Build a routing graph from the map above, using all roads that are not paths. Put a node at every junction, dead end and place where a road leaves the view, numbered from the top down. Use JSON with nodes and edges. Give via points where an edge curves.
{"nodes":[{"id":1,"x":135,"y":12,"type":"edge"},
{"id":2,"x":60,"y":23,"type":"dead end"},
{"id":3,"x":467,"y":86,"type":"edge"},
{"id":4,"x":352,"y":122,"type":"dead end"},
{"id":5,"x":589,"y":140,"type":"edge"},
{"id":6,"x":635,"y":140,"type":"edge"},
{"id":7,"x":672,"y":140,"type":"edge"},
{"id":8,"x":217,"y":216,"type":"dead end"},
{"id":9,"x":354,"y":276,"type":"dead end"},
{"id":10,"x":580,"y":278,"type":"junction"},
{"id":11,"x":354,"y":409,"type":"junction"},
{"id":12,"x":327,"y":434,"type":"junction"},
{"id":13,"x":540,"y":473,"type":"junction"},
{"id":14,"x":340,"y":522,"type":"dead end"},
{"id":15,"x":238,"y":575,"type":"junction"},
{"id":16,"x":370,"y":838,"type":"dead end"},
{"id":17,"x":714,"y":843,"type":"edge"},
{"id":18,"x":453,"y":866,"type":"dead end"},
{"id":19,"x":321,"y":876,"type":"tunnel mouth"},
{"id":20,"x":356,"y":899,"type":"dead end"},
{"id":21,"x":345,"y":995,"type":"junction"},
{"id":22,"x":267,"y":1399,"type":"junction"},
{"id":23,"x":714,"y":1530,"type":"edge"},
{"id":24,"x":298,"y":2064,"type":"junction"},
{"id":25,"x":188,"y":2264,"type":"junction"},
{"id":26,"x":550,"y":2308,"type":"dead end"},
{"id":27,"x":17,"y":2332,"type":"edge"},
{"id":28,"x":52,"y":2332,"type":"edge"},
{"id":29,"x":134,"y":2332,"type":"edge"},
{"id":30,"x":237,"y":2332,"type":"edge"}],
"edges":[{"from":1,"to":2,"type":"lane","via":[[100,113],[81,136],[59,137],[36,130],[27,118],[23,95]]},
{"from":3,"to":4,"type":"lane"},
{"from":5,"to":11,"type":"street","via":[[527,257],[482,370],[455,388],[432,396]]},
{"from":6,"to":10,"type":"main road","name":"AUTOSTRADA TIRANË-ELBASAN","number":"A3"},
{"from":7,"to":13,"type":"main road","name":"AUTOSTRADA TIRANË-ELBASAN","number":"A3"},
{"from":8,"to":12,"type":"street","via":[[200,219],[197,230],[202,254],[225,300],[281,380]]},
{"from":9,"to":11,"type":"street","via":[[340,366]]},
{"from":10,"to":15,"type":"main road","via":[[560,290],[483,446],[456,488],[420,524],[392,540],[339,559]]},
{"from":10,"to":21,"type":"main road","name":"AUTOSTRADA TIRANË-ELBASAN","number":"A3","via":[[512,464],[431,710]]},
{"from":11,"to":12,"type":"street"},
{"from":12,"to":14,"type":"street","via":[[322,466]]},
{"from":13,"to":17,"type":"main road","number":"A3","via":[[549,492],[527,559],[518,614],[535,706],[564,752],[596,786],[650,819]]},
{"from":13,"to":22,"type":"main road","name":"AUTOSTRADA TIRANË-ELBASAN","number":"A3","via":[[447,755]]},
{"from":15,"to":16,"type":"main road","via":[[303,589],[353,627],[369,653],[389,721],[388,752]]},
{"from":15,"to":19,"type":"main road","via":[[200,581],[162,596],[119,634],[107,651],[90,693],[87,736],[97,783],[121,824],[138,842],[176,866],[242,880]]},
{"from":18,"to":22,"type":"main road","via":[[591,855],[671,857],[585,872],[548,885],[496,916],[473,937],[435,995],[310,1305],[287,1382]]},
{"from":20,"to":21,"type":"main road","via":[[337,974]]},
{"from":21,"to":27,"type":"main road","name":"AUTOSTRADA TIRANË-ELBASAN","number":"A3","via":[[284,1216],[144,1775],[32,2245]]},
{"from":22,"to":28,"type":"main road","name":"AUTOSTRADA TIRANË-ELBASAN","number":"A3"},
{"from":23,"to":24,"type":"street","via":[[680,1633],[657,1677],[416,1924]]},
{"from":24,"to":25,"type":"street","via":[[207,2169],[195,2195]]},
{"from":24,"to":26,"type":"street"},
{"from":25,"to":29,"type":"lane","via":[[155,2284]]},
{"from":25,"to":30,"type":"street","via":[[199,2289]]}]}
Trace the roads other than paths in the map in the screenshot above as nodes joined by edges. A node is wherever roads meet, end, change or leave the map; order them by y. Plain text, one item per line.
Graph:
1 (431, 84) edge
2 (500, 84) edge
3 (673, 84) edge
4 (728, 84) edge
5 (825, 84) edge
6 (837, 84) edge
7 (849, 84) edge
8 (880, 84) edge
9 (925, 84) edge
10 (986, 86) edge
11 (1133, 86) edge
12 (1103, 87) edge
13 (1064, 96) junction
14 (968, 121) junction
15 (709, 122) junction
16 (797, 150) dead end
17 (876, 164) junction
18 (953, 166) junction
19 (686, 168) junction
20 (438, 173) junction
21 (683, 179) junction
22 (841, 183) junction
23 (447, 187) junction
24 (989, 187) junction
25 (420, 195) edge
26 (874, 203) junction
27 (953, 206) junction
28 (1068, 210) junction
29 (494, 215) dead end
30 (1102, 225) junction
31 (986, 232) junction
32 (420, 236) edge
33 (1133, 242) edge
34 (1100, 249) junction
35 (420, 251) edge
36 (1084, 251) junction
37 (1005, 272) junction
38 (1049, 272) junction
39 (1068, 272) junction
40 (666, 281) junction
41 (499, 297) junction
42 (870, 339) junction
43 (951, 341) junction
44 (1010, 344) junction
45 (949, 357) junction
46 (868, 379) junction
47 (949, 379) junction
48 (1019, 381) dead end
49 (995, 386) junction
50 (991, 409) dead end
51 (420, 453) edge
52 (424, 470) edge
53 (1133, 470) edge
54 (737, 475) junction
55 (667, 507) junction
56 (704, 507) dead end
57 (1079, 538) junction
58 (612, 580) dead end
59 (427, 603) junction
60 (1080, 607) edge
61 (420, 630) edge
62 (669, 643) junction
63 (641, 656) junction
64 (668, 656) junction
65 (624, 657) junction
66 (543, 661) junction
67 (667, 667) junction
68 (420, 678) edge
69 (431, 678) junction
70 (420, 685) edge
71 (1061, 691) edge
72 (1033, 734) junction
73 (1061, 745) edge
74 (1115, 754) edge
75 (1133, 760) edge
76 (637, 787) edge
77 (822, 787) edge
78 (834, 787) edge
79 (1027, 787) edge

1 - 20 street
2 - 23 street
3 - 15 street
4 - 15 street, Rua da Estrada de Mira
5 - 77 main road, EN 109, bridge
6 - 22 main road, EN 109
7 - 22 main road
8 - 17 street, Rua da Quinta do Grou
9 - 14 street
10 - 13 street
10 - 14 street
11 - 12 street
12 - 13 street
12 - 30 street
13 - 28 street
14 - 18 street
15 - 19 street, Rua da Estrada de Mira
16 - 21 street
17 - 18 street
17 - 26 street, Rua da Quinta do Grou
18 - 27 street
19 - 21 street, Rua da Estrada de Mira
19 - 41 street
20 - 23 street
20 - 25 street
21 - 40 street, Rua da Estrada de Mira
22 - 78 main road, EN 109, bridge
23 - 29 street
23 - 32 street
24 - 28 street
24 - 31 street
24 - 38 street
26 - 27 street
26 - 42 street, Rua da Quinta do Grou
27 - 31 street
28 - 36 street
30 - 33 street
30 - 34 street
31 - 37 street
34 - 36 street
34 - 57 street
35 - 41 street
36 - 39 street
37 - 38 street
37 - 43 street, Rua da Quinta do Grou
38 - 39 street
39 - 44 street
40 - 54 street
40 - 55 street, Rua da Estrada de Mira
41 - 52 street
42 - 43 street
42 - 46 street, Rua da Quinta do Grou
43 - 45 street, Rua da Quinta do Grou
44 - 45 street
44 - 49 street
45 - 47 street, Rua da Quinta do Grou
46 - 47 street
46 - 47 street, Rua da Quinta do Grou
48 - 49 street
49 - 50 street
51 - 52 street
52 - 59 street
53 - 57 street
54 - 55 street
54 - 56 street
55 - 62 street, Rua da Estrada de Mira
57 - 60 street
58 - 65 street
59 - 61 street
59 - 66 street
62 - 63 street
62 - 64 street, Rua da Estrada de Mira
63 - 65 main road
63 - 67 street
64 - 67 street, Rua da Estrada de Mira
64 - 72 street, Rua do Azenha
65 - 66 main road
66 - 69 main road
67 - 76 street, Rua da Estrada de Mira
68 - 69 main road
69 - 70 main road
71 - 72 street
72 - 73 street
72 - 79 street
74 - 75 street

WHAT YOU NEED TO DO: With "AUTOSTRADA" as the search string, filter the records and return each line that has it.

SOLUTION FOR THIS PROBLEM:
{"from":6,"to":10,"type":"main road","name":"AUTOSTRADA TIRANË-ELBASAN","number":"A3"},
{"from":7,"to":13,"type":"main road","name":"AUTOSTRADA TIRANË-ELBASAN","number":"A3"},
{"from":10,"to":21,"type":"main road","name":"AUTOSTRADA TIRANË-ELBASAN","number":"A3","via":[[512,464],[431,710]]},
{"from":13,"to":22,"type":"main road","name":"AUTOSTRADA TIRANË-ELBASAN","number":"A3","via":[[447,755]]},
{"from":21,"to":27,"type":"main road","name":"AUTOSTRADA TIRANË-ELBASAN","number":"A3","via":[[284,1216],[144,1775],[32,2245]]},
{"from":22,"to":28,"type":"main road","name":"AUTOSTRADA TIRANË-ELBASAN","number":"A3"},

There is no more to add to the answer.